1.1 Implementing the Forward Process

A key part of diffusion is the forward process, which takes a clean image $x_0$ and adds noise to it. The forward process is defined by:

q(x_t | x_0) = N(x_t ; \sqrt{\bar\alpha_t} x_0, (1 - \bar\alpha_t)\mathbf{I})\tag{1}

which is equivalent to computing

x_t = \sqrt{\bar\alpha_t} x_0 + \sqrt{1 - \bar\alpha_t} \epsilon \quad \text{where}~ \epsilon \sim N(0, 1) \tag{2}

That is, given a clean image $x_0$ , we get a noisy image $x_t$ at timestep $t$ by sampling from a Gaussian with mean $\sqrt{\bar{\alpha}_t}x_0$ and variance $1 - \bar{\alpha}_t$ .

Using the Berkeley Campanile image and the forward function, below are the Campanile at noise level [250, 500, 750]. We observe an increasing amount of noise pixels in the images as noise level goes up.

Berkeley Campanile

Noisy Campanile at t=250

Noisy Campanile at t=500

Noisy Campanile at t=750

1.2 Classical Denoising

Here, we are using Gaussina blur filtering to try to remove the noise from the noisy images generated above.
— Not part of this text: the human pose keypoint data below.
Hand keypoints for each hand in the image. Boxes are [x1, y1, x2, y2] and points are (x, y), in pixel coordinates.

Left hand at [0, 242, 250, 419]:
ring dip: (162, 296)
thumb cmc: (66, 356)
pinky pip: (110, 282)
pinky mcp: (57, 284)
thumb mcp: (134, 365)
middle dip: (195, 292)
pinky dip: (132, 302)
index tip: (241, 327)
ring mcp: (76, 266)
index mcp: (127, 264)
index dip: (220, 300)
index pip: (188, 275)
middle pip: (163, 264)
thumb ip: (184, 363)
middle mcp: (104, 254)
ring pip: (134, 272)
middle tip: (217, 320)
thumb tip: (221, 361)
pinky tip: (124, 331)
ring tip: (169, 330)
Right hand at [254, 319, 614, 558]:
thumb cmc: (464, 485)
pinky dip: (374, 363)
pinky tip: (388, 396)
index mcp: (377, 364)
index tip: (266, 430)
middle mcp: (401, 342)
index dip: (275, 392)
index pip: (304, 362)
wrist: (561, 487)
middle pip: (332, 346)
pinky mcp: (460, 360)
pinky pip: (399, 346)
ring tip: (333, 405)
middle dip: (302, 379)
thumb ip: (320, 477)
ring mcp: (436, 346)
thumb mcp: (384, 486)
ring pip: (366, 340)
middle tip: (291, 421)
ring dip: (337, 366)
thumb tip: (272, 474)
We observe that the noisy images are blurry, but the Guassian does not successfully remove the noise here.

Noisy Campanile at t=250

Noisy Campanile at t=500

Noisy Campanile at t=750

Gaussian Blur Denoising at t=250

Gaussian Blur Denoising at t=500

Gaussian Blur Denoising at t=750

1.3 One-Step Denoising

Now, we use a pretrained diffusion model stage_1.unet to denoise, by recovering Gaussian noise from the image and removing this noise to recover the original image.

First, we use the forward() function to add noise to the original image. Then, we estimate the noise in the new noisy image by passing it through the diffusion model stage_1.unet. This noise is the $\epsilon$ we have from formula 2.
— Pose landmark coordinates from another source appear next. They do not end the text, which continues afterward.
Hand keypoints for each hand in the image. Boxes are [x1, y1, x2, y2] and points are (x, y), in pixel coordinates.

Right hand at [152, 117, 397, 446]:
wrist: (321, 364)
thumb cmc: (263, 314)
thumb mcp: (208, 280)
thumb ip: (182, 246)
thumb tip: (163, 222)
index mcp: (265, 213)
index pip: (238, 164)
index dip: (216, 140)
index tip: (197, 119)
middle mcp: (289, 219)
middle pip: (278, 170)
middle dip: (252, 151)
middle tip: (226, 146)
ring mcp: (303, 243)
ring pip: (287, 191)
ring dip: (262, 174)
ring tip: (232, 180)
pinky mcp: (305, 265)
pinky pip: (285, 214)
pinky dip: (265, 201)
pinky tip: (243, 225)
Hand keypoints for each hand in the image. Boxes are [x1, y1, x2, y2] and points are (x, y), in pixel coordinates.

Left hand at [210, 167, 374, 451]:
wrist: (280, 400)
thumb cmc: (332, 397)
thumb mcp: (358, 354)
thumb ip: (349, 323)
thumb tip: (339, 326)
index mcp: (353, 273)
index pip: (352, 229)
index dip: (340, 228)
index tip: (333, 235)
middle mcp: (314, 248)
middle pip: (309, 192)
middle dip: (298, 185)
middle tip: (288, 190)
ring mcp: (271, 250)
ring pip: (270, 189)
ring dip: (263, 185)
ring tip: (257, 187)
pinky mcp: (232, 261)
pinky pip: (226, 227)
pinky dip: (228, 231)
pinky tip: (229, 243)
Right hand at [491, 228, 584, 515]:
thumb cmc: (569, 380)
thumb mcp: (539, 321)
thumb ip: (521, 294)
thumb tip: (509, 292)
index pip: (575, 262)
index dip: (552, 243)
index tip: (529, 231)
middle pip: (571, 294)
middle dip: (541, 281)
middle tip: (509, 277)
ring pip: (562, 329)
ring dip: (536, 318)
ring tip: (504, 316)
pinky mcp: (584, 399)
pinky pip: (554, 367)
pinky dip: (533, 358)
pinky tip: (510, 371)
Given the forward formula:

x_t = \sqrt{\bar\alpha_t} x_0 + \sqrt{1 - \bar\alpha_t} \epsilon \quad \text{where}~ \epsilon \sim N(0, 1)
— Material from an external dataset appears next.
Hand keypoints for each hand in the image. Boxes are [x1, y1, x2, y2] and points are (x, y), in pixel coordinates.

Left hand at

we deduct the formula for $x_0$ :

x_0 = \frac{1}{\sqrt{\bar{\alpha}_t}} \left( x_t - \sqrt{1 - \bar{\alpha}_t}\, \epsilon \right)

Using this equation above, we can now obtain an estimate of the original image, from noisy images at noise level t = [250, 500, 750].

Gaussian Blur Denoising at t=250

Gaussian Blur Denoising at t=500

Gaussian Blur Denoising at t=750

One-Step Denoised Campanile at t=250

One-Step Denoised Campanile at t=500

One-Step Denoised Campanile at t=750

From the visualizations above, we see that the one-step denoising using a pretrained UNet performs much better than a simple Gaussian blur. The one-step denoised image at t = 250 is approximately the same as the original image, while t = 500 and 750 have worse recovery results. This shows that as the noise increases, this approach becomes less effective.

1.4 Iterative Denoising

We can denoise iteratively like diffusion models, to effectively project the image onto the natural image manifold. We follow the formula:

x_{t'} = \frac{\sqrt{\bar\alpha_{t'}}\beta_t}{1 - \bar\alpha_t} x_0 + \frac{\sqrt{\alpha_t}(1 - \bar\alpha_{t'})}{1 - \bar\alpha_t} x_t + v_\sigma

Below are the noisy Campanile image every 5th loop of denoising. We observe that the images gradually become less noisy as the timestep goes down.

Noisy Campanile at t=90

Noisy Campanile at t=240

Noisy Campanile at t=390

Noisy Campanile at t=540

Noisy Campanile at t=690

Here are the visualizations of the iteratively denoised Campanile, comparing to the one-step denoising and Gaussian blurring methods from previous sections. We see that the iterative apporach produces an estimation of the original image with much more details than the one-step one.

Original

Iteratively Denoised Campanile

One-Step Denoised Campanile

Gaussian Blurred Campanile

1.5 Diffusion Model Sampling

Aside from denoising image, we can also use the iterative denoising approach to generate images from scratch. Using the prompt "a high quality photo", I sampled 5 images from i_start = 0.

Sample 1

Sample 2

Sample 3

Sample 4

Sample 5

Some of the generated images above have clear objects or figures, while sample 2 is non-sensical.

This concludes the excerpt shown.